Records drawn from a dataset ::
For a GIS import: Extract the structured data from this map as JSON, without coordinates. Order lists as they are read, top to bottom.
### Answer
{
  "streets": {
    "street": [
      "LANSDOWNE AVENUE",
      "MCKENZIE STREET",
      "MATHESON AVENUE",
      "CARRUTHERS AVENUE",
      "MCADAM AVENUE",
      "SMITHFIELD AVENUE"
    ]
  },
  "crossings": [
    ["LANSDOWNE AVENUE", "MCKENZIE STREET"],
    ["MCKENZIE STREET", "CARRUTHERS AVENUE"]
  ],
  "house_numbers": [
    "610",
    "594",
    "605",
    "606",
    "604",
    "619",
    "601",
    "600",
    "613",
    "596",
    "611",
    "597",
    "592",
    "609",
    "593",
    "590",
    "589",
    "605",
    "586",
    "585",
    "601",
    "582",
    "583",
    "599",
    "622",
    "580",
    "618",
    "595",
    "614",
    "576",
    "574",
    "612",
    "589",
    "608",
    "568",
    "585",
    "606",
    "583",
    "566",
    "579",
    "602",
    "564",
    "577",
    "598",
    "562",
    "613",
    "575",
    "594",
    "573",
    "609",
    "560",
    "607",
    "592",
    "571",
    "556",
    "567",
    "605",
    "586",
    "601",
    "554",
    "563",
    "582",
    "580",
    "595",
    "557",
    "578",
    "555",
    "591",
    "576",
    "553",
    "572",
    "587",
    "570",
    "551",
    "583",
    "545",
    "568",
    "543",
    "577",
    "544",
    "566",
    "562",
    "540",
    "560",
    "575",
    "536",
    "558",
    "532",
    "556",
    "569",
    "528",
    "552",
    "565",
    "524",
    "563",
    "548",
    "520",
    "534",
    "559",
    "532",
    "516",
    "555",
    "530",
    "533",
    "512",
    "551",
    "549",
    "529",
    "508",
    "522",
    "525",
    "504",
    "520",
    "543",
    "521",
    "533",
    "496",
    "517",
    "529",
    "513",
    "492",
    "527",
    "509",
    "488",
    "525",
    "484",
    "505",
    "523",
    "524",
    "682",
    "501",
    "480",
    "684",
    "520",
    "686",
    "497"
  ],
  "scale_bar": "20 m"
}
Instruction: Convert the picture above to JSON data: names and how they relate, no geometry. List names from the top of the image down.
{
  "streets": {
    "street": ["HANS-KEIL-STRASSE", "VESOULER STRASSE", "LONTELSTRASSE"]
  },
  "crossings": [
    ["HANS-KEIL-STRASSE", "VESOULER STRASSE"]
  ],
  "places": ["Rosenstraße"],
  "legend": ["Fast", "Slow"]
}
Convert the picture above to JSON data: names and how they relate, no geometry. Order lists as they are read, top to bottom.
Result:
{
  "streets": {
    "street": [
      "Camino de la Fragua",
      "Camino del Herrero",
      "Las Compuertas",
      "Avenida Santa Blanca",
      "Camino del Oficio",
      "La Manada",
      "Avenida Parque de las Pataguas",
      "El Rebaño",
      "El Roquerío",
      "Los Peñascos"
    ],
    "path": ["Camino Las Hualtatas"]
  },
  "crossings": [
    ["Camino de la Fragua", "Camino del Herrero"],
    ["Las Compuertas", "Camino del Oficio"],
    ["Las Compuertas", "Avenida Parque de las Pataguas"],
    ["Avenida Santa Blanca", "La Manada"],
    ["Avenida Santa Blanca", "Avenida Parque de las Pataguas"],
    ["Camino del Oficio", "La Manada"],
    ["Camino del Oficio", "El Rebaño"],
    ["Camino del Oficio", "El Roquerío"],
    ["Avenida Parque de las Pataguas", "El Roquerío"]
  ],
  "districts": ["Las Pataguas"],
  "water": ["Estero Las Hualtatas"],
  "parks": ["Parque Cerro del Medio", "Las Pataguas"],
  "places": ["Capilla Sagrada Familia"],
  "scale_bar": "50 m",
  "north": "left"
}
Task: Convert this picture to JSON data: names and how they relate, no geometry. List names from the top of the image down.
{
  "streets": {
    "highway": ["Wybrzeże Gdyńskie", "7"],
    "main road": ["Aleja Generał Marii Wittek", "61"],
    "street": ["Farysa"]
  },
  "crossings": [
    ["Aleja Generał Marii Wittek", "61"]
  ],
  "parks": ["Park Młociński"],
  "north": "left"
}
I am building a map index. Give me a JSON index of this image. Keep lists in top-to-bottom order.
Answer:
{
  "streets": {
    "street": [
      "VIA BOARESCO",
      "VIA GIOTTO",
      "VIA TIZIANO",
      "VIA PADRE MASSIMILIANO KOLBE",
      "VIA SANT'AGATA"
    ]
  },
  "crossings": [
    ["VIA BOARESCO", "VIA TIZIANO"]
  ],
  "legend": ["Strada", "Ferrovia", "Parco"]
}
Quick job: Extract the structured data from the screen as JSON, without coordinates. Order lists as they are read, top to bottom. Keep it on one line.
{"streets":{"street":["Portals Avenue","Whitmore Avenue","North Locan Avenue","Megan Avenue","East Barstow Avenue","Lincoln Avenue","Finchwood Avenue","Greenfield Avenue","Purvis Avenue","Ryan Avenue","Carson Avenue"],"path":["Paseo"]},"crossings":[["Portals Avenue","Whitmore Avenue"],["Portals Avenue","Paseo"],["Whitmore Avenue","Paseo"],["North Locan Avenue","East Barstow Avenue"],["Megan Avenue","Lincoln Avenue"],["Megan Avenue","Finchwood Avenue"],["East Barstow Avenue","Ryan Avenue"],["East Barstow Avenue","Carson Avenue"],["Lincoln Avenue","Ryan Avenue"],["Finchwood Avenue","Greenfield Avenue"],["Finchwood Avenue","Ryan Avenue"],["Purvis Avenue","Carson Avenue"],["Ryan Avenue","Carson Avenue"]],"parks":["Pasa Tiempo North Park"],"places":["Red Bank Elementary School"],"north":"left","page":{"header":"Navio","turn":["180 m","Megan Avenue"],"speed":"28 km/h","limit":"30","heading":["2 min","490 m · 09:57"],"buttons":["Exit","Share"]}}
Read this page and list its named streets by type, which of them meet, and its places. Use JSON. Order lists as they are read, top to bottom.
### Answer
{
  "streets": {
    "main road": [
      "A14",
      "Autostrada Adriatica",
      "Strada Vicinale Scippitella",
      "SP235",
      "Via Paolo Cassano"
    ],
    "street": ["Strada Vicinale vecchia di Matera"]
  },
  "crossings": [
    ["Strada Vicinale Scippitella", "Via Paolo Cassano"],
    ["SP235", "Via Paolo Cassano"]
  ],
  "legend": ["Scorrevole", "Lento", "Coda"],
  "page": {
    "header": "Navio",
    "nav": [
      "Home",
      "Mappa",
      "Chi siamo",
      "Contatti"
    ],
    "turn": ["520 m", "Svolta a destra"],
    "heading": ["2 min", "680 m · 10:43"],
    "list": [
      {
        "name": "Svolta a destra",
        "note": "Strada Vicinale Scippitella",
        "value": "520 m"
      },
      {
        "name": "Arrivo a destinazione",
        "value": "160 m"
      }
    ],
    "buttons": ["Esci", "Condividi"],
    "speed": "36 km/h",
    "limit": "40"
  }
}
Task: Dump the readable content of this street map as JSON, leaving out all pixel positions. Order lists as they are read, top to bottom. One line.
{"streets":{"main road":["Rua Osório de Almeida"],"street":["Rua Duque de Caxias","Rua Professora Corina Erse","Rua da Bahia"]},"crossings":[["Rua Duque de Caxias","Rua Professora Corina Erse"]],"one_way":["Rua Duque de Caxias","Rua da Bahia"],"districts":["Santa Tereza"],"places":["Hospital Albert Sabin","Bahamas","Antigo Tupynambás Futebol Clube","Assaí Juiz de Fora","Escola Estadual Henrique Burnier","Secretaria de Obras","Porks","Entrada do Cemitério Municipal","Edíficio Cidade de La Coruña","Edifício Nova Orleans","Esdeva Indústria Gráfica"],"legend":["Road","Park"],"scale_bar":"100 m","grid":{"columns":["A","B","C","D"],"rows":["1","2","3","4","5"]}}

Work required ::
Exactly the lines from the one containing "Task: Dump the" to the last line of the entries above must be duplicated, with both of those lines included and nothing more.

Written answer ::
Task: Dump the readable content of this street map as JSON, leaving out all pixel positions. Order lists as they are read, top to bottom. One line.
{"streets":{"main road":["Rua Osório de Almeida"],"street":["Rua Duque de Caxias","Rua Professora Corina Erse","Rua da Bahia"]},"crossings":[["Rua Duque de Caxias","Rua Professora Corina Erse"]],"one_way":["Rua Duque de Caxias","Rua da Bahia"],"districts":["Santa Tereza"],"places":["Hospital Albert Sabin","Bahamas","Antigo Tupynambás Futebol Clube","Assaí Juiz de Fora","Escola Estadual Henrique Burnier","Secretaria de Obras","Porks","Entrada do Cemitério Municipal","Edíficio Cidade de La Coruña","Edifício Nova Orleans","Esdeva Indústria Gráfica"],"legend":["Road","Park"],"scale_bar":"100 m","grid":{"columns":["A","B","C","D"],"rows":["1","2","3","4","5"]}}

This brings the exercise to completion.